On Wed, 28 Oct 2020, Jessica Yu wrote:
+++ Miroslav Benes [27/10/20 15:03 +0100]:
>If a module fails to load due to an error in prepare_coming_module(),
>the following error handling in load_module() runs with
>MODULE_STATE_COMING in module's state. Fix it by correctly setting
>MODULE_STATE_GOING under "bug_cleanup" label.
>
>Signed-off-by: Miroslav Benes <mbenes@xxxxxxx>
>---
> kernel/module.c | 1 +
> 1 file changed, 1 insertion(+)
>
>diff --git a/kernel/module.c b/kernel/module.c
>index a4fa44a652a7..b34235082394 100644
>--- a/kernel/module.c
>+++ b/kernel/module.c
>@@ -3991,6 +3991,7 @@ static int load_module(struct load_info *info, const
>char __user *uargs,
> MODULE_STATE_GOING, mod);
> klp_module_going(mod);
> bug_cleanup:
>+ mod->state = MODULE_STATE_GOING;
> /* module_bug_cleanup needs module_mutex protection */
> mutex_lock(&module_mutex);
> module_bug_cleanup(mod);
Thanks for the fix! Hmm, I am wondering if we also need to set the
module to GOING if it happens to fail while it is still UNFORMED.
Currently, when a module is UNFORMED and encounters an error during
load_module(), it stays UNFORMED until it finally goes away. That
sounds fine, but try_module_get() technically permits you to get a
module while it's UNFORMED (but not if it's GOING). Theoretically
someone could increase the refcount of an unformed module that has
encountered an error condition and is in the process of going away.
Right.
This shouldn't happen if we properly set the module to GOING whenever
it encounters an error during load_module().
That's correct.
But - I cannot think of a scenario where someone could call
try_module_get() on an unformed module, since find_module() etc. do
not return unformed modules, so they shouldn't be visible outside of
the module loader. So in practice, I think we're probably safe here..

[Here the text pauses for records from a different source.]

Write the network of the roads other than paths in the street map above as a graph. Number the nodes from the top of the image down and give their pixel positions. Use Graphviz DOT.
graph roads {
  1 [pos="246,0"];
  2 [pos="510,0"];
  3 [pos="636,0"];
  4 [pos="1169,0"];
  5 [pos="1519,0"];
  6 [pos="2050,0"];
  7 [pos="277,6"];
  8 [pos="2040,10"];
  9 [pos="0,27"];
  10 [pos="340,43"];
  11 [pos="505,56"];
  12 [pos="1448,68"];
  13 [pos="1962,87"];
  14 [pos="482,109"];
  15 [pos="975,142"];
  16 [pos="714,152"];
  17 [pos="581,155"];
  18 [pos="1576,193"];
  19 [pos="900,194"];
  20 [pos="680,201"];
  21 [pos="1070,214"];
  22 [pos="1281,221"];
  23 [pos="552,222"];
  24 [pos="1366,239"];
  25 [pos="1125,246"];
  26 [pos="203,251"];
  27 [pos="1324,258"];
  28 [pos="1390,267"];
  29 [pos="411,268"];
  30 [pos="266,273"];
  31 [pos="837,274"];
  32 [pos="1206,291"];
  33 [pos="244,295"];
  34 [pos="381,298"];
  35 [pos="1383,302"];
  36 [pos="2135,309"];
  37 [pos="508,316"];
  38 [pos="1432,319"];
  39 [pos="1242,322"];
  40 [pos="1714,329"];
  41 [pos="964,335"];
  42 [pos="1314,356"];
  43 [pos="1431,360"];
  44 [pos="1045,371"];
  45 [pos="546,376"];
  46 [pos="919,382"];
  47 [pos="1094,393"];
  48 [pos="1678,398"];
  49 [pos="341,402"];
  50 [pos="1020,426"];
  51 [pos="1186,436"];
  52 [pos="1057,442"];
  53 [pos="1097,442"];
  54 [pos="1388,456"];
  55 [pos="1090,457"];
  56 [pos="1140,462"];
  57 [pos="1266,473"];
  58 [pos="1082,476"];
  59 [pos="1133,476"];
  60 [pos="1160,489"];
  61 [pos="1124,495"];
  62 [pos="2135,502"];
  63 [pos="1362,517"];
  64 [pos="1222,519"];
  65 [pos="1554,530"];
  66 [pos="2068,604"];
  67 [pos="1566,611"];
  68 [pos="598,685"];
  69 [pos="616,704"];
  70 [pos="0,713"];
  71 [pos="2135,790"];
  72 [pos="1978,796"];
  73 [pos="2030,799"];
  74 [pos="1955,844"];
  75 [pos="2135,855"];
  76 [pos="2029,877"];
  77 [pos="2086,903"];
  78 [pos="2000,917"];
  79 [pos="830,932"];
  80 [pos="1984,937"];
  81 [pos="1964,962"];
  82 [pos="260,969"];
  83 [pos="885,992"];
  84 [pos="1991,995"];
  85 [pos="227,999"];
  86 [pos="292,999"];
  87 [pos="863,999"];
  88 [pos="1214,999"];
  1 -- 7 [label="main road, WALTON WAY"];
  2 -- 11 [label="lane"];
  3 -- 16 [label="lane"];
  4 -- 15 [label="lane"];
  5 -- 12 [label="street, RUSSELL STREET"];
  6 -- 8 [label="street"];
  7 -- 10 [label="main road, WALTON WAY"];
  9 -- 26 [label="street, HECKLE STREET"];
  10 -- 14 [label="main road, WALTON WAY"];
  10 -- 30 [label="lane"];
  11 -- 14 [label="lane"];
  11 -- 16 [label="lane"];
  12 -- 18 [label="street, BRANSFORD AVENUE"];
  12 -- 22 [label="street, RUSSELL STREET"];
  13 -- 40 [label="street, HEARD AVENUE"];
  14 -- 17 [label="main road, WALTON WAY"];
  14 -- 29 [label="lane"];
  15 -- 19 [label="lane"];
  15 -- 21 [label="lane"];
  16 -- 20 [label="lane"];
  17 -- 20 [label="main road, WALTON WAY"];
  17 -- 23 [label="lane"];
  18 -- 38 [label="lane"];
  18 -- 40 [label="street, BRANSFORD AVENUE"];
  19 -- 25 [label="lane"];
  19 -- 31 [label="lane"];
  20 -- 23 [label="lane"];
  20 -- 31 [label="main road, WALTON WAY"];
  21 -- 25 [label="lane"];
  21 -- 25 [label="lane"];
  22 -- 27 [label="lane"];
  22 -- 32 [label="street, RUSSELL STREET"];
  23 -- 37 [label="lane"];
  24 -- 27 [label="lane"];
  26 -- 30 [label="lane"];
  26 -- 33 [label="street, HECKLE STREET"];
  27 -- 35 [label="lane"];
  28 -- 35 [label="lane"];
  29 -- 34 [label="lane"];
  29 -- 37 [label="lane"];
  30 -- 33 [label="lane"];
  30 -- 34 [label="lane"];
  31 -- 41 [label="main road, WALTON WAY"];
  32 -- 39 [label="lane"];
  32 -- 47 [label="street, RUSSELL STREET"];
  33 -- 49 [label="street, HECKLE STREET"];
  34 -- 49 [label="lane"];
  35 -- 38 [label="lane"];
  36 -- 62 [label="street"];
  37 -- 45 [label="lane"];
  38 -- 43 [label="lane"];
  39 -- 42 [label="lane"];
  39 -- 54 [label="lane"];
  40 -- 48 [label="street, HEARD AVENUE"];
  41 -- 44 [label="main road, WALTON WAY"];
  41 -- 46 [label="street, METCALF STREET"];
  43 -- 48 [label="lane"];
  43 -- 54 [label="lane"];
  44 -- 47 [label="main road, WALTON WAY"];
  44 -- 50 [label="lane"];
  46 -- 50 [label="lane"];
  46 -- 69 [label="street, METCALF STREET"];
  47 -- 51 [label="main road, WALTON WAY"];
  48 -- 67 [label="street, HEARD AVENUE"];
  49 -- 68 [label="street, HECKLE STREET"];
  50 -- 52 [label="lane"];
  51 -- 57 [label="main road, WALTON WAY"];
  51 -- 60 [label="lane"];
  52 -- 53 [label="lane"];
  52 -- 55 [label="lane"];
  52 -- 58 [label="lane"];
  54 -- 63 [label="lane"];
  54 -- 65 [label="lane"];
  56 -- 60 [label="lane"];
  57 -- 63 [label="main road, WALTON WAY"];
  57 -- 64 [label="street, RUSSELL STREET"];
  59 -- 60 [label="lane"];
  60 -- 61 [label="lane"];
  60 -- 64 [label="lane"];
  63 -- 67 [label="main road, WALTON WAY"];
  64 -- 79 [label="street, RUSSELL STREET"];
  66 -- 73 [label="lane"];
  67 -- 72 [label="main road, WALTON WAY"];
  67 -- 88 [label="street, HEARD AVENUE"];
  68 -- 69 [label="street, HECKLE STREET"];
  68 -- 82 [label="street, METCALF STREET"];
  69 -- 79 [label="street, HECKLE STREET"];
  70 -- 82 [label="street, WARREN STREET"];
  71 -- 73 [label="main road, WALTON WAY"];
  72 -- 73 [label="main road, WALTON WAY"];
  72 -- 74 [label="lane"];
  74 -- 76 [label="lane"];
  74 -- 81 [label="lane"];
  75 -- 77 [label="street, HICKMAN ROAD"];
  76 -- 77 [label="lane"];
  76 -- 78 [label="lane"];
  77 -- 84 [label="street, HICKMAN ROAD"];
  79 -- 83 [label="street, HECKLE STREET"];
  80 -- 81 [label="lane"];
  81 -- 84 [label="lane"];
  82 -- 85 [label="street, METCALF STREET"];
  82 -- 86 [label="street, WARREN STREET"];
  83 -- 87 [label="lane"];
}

Hopefully yes. I haven't found anything that would contradict it.
I think it is even safer to leave UNFORMED there. free_module() explicitly
sets UNFORMED state too while going through the similar process.
ftrace_release_mod() is the only inconsistency there. It is called with
UNFORMED in load_module() if going through ddebug_cleanup label
directly, and with GOING in both do_init_module() before free_module() is
called and delete_module syscall. But it probably does not care.